Would you write out every record that follows exactly, with the pictures left out?

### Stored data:
--- --- ---
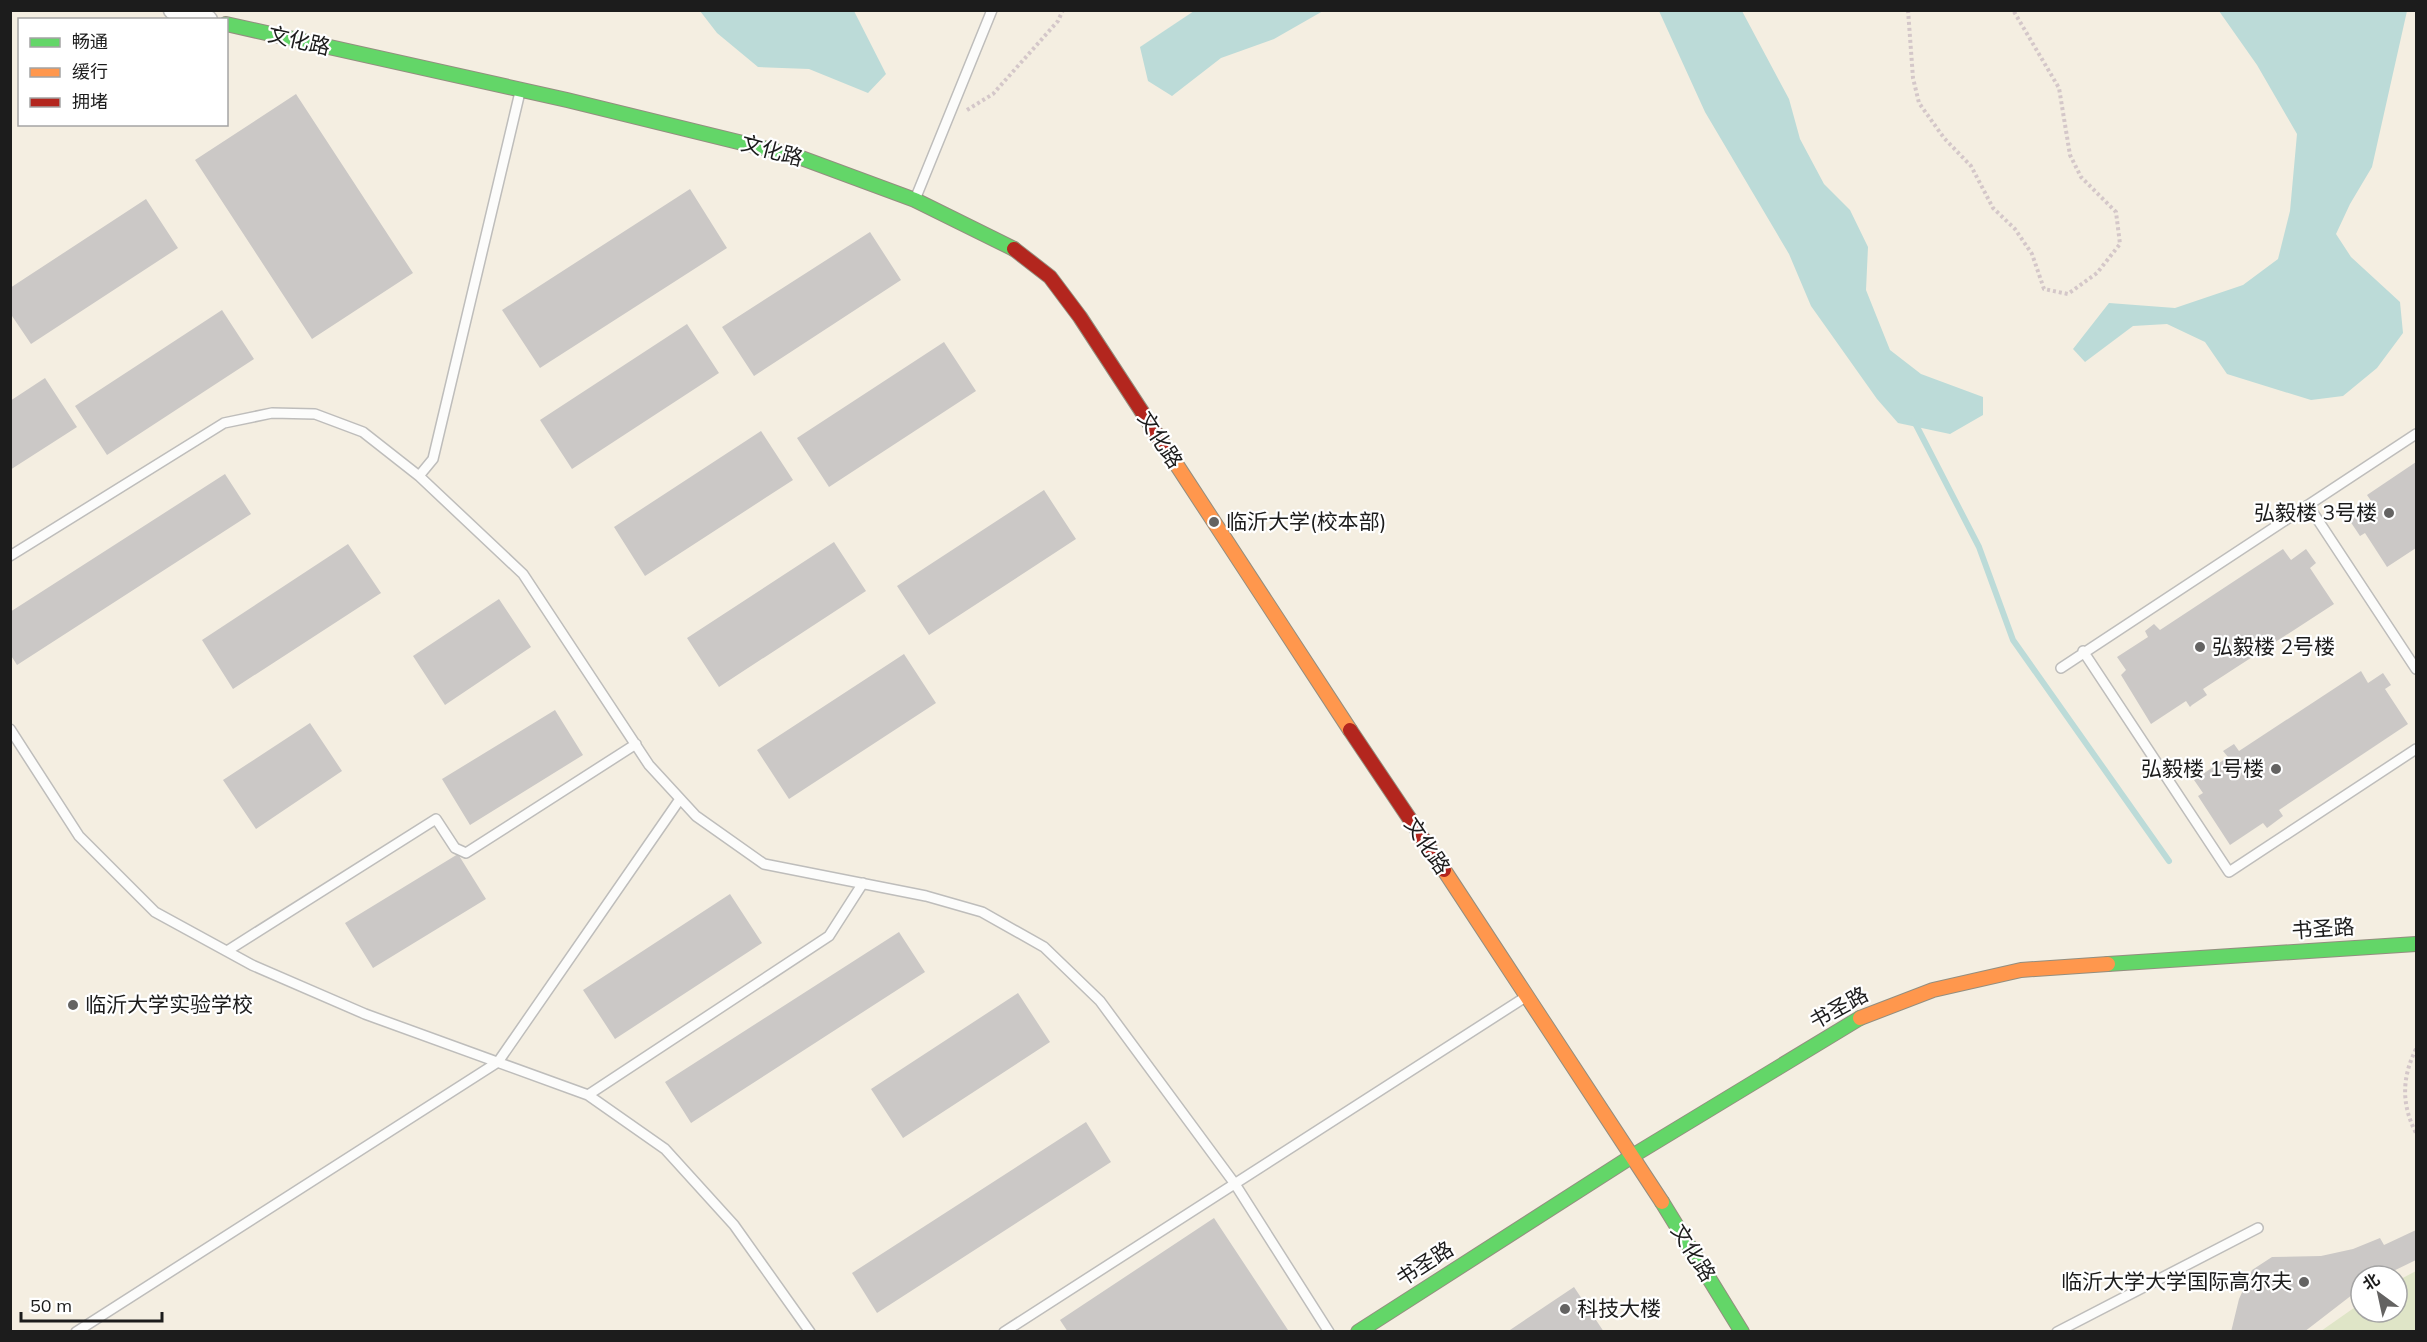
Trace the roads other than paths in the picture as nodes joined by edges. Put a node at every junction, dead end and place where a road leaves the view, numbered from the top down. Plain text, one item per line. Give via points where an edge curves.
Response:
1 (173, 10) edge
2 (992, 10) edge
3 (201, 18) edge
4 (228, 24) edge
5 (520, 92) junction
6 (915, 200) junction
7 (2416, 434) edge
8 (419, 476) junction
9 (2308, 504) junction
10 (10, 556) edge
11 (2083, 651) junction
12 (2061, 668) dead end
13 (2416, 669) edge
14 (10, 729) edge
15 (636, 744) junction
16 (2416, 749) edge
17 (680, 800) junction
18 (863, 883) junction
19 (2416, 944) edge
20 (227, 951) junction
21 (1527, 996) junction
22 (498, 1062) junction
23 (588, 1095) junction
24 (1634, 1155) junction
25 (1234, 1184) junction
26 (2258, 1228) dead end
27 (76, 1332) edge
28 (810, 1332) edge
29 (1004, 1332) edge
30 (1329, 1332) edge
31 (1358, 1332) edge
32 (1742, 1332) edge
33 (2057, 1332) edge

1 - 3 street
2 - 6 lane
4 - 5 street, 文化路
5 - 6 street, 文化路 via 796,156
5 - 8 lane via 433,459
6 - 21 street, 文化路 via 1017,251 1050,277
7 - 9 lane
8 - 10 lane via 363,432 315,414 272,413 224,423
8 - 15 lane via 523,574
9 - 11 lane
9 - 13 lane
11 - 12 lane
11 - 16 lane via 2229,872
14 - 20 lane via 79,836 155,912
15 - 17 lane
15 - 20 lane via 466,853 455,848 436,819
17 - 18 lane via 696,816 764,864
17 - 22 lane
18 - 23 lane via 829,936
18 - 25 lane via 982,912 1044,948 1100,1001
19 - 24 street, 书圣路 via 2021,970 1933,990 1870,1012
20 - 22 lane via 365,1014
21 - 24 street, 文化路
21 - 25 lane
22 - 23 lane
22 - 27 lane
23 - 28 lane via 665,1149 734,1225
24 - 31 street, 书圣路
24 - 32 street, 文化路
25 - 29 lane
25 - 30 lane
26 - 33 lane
--- --- ---
### Solution below:
Trace the roads other than paths in the picture as nodes joined by edges. Put a node at every junction, dead end and place where a road leaves the view, numbered from the top down. Plain text, one item per line. Give via points where an edge curves.
Response:
1 (173, 10) edge
2 (992, 10) edge
3 (201, 18) edge
4 (228, 24) edge
5 (520, 92) junction
6 (915, 200) junction
7 (2416, 434) edge
8 (419, 476) junction
9 (2308, 504) junction
10 (10, 556) edge
11 (2083, 651) junction
12 (2061, 668) dead end
13 (2416, 669) edge
14 (10, 729) edge
15 (636, 744) junction
16 (2416, 749) edge
17 (680, 800) junction
18 (863, 883) junction
19 (2416, 944) edge
20 (227, 951) junction
21 (1527, 996) junction
22 (498, 1062) junction
23 (588, 1095) junction
24 (1634, 1155) junction
25 (1234, 1184) junction
26 (2258, 1228) dead end
27 (76, 1332) edge
28 (810, 1332) edge
29 (1004, 1332) edge
30 (1329, 1332) edge
31 (1358, 1332) edge
32 (1742, 1332) edge
33 (2057, 1332) edge

1 - 3 street
2 - 6 lane
4 - 5 street, 文化路
5 - 6 street, 文化路 via 796,156
5 - 8 lane via 433,459
6 - 21 street, 文化路 via 1017,251 1050,277
7 - 9 lane
8 - 10 lane via 363,432 315,414 272,413 224,423
8 - 15 lane via 523,574
9 - 11 lane
9 - 13 lane
11 - 12 lane
11 - 16 lane via 2229,872
14 - 20 lane via 79,836 155,912
15 - 17 lane
15 - 20 lane via 466,853 455,848 436,819
17 - 18 lane via 696,816 764,864
17 - 22 lane
18 - 23 lane via 829,936
18 - 25 lane via 982,912 1044,948 1100,1001
19 - 24 street, 书圣路 via 2021,970 1933,990 1870,1012
20 - 22 lane via 365,1014
21 - 24 street, 文化路
21 - 25 lane
22 - 23 lane
22 - 27 lane
23 - 28 lane via 665,1149 734,1225
24 - 31 street, 书圣路
24 - 32 street, 文化路
25 - 29 lane
25 - 30 lane
26 - 33 lane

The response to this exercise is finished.